Let's not forget the large number of adolescent males who are kind and respectful. A few misguided apples don't ruin the bunch, and surely don't deserve to be shot.

Questions

  Thanks Jenita--I am not suggesting that any one deserves/or deserved to be shot.  This was a horrible, horrible tragedy and I feel for the parents of the children who died as well as for the children who will grow up with no father.  We need to ask questions of ourselves.  How could this have been avoided?  Problems grow with the child and manifest in the adult.  Children (unfortunately, this includes our current generation of adults)  need to learn kindness and consideration. 
For the troubled boys I watch every day, some will be fine. And their behaviors are natural.  We don't want to acknowledge it (We will always be Puritans), but teens--boys and girls-- want an outlet for their sexual energy.  I was bad and I outgrew it.  And, I was fortunate to have parents and a larger community of relatives and friends to bring me up.

Talk

We also need to talk to our kids and engage them in outlets for their energy.  This disconnect is happening in every socio-economic group in the country.  It is not a "city factor," and it is not a problem that will go away by locking up one man and it will never go away while guns are in the hands of people (and children) who don't really know what a gun can do to other people.

Sleep

  And I know that this doesn't justify behavior either, but lack of sleep will destroy anyone's sense of reality.  And, another factor, probably not well-analyzed in this case involving a member of the safety force would be the effect of the day-to-day trauma and stress we have allowed our safety forces to endure as a result of our parentless society.  To a lesser extent, public service employees, teachers and social workers (and library workers) know the effect of this cumulative stress.

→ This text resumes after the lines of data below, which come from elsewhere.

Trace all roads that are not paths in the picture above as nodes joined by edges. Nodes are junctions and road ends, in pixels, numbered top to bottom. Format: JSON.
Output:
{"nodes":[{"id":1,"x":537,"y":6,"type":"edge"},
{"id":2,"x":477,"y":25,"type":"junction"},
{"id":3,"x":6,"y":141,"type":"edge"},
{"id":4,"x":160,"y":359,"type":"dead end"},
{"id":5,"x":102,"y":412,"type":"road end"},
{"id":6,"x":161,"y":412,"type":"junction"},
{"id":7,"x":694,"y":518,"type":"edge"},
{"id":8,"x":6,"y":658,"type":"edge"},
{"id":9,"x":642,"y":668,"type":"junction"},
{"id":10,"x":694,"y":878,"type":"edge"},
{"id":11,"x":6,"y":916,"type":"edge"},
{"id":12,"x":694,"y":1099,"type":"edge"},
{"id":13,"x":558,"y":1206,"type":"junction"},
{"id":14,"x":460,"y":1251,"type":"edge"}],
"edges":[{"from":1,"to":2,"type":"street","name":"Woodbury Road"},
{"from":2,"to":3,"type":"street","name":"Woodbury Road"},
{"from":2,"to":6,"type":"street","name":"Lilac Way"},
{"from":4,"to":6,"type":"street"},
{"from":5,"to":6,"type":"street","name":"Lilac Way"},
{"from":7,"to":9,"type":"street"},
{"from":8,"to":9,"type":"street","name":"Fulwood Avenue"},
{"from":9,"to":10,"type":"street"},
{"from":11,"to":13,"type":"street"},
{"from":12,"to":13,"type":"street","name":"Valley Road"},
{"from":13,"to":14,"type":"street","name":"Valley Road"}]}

Take the gun out of the equation

I too feel some sympathyfor Terrence Hough. I doubt that he wanted to end up a murderer and it must have been horrible to live a life so filled with rage. There are so many reasons that people in American society become violent - lead poisoning should be added to the list. Men/boys often are unable to  seek help -- if any is available.  Perhaps he could have had better parents, recieved mental health care, had a more supportive family, a less stressful job,  or more respectful neighbors, but the one thing that would have made a diffence that day  was if he had not had a gun. I'm not saying we should not have gun rights. I grew up with guns in the house. I don't have a gun now because I don't want to live with the consequences if I use it.

Men and Doctors

You raise the other social stigma and underlying story behind this tragedy.  Feelings, mental health, physical health--we teach our boys not to discuss these things and, of course, we teach them that the only way to solve problems is through violence.

Guns in the house

  Thank you Evelyn for reminding us of the innocent victims.  Growing up in Cleveland, my uncle was a fire chief.  Ironically, he and his friends would treat us to a fireworks display each year with confiscated fireworks.  He also kept guns.  Lots of guns, because he was also a hunter.  And, because his wife, at the time, was my aunt and father's sister--and without children--our parents would periodically unload us on them.  And, we would explore.  I can vividly remember finding my uncle's service revolver in their bedroom bureau. I can still feel the weight of that gun in my hand and I can remember my younger sister coming into the room to find me and I can remember pointing that gun at her and pulling the trigger.  I was eight or nine and she was five or six. It was not loaded.

clockwork orange

  Someone I know, not well, but I know him--he is in custody now.  What happened?

Bad boy

 

Each of us is born with a history already in place.  So begins Walter Dean Myers' Bad Boy: A Memoir.